Ma in tutto il resto la pensiamo molto diversamente dal diluvio
di retorica che ci ha sommerso in questi giorni, complici mezzi
di informazione ormai funzionali al regime, che hanno rinunciato
nella quasi totalità dei casi a ragionare e a consentire
di parlare a chi dissente.
Ci sembrava impossibile riuscire ad emergere dal mare di menzogne,
luoghi comuni, ipocrisia di questi giorni: poi abbiamo cominciato
ad ascoltare e leggere parole diverse, che ci hanno aperto il cuore
e la mente. Ha cominciato don Vinicio Albanesi, presidente del Coordinamento
nazionale delle comunità di accoglienza, il quale il giorno
dopo la strage ha scritto:
È sempre terribile la notizia della morte in guerra
di un padre, di un figlio, un fratello, un fidanzato, un marito,
un amico. Lo proveranno tutto, senza sconti, le famiglie dei nostri
carabinieri e militari, morti in Iraq. Gli uomini delle istituzioni
faranno di tutto per dare solennità a quelle morti: funerali
di stato, con bandiere, fanfare e medaglie. Alle famiglie resteranno
foto, lettere, telefonate. Presto ingialliranno, per lasciare il
posto al silenzio duraturo della scomparsa del loro caro. Hanno
chiesto di non fare polemiche: tutti silenziosi di fronte alla morte.

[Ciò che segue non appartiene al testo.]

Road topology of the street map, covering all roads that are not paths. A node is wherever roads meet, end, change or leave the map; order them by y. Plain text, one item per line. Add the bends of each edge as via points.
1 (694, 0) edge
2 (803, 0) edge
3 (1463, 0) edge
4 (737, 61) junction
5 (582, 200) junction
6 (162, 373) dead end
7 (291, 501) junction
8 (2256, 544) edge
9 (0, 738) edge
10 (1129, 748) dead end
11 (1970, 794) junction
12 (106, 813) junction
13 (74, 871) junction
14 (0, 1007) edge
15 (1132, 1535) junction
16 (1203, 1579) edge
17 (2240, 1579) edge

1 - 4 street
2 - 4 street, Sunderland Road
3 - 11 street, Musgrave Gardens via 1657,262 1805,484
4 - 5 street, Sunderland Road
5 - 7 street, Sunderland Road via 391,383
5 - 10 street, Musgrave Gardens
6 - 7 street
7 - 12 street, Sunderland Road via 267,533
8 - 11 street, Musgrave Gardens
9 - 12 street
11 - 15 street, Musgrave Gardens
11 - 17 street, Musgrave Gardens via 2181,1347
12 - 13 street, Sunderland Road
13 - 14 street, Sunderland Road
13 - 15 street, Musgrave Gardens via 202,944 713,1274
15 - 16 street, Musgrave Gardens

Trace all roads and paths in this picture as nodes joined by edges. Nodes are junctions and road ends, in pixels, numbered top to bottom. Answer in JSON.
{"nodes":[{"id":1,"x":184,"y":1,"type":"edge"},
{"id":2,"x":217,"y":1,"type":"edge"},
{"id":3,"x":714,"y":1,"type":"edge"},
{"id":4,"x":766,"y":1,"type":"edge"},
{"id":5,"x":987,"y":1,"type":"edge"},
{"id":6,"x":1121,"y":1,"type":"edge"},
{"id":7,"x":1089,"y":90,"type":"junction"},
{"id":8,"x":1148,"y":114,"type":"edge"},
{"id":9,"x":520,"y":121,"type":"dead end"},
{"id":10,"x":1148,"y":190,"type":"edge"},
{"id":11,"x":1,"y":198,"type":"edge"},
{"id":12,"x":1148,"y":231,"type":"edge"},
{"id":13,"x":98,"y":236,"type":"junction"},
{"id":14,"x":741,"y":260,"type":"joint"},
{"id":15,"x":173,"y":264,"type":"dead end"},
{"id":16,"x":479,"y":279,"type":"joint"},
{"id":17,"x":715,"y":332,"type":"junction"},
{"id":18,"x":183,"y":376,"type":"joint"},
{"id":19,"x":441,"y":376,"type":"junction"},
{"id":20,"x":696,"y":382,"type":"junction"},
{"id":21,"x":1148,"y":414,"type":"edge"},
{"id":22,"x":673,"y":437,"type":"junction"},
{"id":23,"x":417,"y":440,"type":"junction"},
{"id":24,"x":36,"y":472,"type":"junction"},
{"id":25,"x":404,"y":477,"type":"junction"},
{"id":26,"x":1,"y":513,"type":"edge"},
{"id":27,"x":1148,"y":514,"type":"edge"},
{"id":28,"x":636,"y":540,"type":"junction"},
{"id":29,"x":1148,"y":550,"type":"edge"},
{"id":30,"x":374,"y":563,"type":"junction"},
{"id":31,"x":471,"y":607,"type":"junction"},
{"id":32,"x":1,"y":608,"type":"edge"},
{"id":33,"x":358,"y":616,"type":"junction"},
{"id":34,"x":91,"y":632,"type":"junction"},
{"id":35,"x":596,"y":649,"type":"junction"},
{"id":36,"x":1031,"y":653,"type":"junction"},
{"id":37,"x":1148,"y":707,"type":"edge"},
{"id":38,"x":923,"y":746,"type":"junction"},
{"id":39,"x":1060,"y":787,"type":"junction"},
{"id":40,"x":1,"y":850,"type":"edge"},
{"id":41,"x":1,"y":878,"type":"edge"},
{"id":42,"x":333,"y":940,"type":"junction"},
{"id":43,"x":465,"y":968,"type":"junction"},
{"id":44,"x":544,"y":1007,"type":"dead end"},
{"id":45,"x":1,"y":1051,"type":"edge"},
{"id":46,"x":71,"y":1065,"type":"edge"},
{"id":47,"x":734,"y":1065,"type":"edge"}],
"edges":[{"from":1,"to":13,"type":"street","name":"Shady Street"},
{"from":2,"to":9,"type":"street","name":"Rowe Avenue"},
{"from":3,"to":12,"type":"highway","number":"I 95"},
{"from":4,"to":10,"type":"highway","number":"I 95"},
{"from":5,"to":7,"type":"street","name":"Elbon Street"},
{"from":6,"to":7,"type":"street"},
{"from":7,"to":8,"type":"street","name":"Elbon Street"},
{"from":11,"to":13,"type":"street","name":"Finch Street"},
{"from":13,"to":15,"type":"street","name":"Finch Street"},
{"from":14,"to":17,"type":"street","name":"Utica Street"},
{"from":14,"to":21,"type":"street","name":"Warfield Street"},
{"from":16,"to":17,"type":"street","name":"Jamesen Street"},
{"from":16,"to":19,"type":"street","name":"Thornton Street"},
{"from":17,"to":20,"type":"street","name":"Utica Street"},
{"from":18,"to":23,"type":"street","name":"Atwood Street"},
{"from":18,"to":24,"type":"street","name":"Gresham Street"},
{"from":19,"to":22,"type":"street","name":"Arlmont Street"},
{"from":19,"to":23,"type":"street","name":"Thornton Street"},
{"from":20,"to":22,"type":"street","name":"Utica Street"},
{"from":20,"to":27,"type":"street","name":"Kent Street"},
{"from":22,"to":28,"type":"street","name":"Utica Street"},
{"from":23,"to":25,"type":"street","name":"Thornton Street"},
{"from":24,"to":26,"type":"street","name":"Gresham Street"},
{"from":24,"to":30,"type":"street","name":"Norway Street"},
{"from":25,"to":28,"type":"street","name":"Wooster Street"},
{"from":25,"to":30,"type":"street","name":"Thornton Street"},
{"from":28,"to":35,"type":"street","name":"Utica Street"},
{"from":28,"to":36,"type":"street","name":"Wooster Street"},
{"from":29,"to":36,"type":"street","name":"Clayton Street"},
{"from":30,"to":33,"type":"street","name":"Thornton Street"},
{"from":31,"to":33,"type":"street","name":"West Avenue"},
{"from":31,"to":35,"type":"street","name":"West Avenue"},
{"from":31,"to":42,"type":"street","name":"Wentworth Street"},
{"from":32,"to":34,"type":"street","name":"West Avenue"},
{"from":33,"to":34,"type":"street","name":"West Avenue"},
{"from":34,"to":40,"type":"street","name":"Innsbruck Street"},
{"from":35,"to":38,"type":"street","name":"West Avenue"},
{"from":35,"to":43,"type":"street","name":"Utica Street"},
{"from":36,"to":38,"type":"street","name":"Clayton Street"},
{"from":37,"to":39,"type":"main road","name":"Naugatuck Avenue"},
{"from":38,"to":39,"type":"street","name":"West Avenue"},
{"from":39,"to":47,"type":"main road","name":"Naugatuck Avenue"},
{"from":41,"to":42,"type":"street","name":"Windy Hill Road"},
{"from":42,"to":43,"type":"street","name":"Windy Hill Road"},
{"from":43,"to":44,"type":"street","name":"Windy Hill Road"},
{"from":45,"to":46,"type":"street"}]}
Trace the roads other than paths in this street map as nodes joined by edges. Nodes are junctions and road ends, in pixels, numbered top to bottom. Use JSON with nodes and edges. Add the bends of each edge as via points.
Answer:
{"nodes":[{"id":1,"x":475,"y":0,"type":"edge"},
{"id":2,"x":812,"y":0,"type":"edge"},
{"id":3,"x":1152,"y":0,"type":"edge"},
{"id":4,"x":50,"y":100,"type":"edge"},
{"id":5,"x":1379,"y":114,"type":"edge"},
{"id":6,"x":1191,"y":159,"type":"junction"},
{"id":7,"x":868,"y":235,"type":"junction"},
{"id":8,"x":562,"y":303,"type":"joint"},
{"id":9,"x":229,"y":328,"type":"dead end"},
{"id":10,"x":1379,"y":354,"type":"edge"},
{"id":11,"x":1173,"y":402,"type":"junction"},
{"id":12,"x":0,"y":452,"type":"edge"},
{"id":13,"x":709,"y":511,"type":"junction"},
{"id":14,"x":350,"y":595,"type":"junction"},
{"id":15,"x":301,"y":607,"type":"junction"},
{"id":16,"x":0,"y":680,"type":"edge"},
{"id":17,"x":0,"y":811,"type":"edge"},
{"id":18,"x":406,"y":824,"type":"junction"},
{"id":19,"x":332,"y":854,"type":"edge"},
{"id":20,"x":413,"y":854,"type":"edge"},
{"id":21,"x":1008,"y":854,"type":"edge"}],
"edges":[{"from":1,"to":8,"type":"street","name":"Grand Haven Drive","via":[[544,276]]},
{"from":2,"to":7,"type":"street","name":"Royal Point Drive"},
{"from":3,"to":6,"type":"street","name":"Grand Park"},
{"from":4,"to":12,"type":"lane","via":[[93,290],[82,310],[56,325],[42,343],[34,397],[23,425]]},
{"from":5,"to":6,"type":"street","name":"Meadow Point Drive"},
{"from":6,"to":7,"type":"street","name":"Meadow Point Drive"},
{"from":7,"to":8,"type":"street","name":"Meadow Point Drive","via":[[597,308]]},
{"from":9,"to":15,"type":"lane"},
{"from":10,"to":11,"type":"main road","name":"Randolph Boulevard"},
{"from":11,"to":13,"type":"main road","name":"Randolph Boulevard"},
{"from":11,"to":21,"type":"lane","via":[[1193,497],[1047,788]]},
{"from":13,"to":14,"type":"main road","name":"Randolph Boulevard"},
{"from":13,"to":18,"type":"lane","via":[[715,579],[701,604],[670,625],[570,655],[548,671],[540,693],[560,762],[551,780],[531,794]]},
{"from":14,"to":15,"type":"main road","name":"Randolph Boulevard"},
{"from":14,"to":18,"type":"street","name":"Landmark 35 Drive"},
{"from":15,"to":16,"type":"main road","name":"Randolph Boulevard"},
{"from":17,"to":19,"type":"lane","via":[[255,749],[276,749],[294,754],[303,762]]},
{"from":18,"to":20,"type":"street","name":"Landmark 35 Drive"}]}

Ma nonostante il silenzio imposto, rimane la domanda se il sacrificio
di quelle vite era necessario. Noi rispondiamo di no: come non era
necessaria la guerra. Hanno manomesso rapporti di intelligence dei
loro paesi pur di convincere l'opinione pubblica che era necessaria;
si sono autoproclamati angeli giustizieri prima contro la armi di
distruzione di massa, poi contro il dittatore Saddam, ora contro
il terrorismo. Giustificazioni postume per dire a tutti che la guerra
era doverosa. L'Italia ha spedito contingenti di uomini, soprattutto
del sud che, con l'essere militari, si riscattano dalla disoccupazione
e dalla vita precaria; hanno dato giustificazioni altruiste e nobili
a una guerra che non era né nobile, né gratuita. Qualcuno
aveva scongiurato di ricorrere a tutti i mezzi, ma non alla guerra,
per fermare Saddam: ricordiamo tra questi il Papa. Ha invocato,
pregato, attivato messaggeri e diplomazia. Inascoltato, perché
occorreva liberare l'umanità dalle forze del male, rimproverandolo,
nemmeno troppo discretamente, di favorire la feroce dittatura di
Saddam. In queste ore, nella nostra Italia, la giustificazione della
presenza italiana in Iraq ondeggia tra l'immagine di soldati forti
che combattono il terrorismo e quella di portatori di umanità
che fraternizzano con le popolazioni locali. In Iraq incombe una
guerra, dichiarata vinta, ma che si dimostra non vinta. E tra le
tante vittime risultano nostri concittadini perché sono stati
identificati con il nemico. I nostri soldati sono morti per una
guerra di governi; nemmeno di popoli. L'affetto va alle famiglie
dei nostri soldati e non colmerà l'inutilità di vite
perdute. Ritornino a casa tutti i nostri uomini: potranno partecipare
alle missioni umanitarie solo ed esclusivamente quando saranno effettivamente
garanti di pace e di fraternità: non certamente in Iraq.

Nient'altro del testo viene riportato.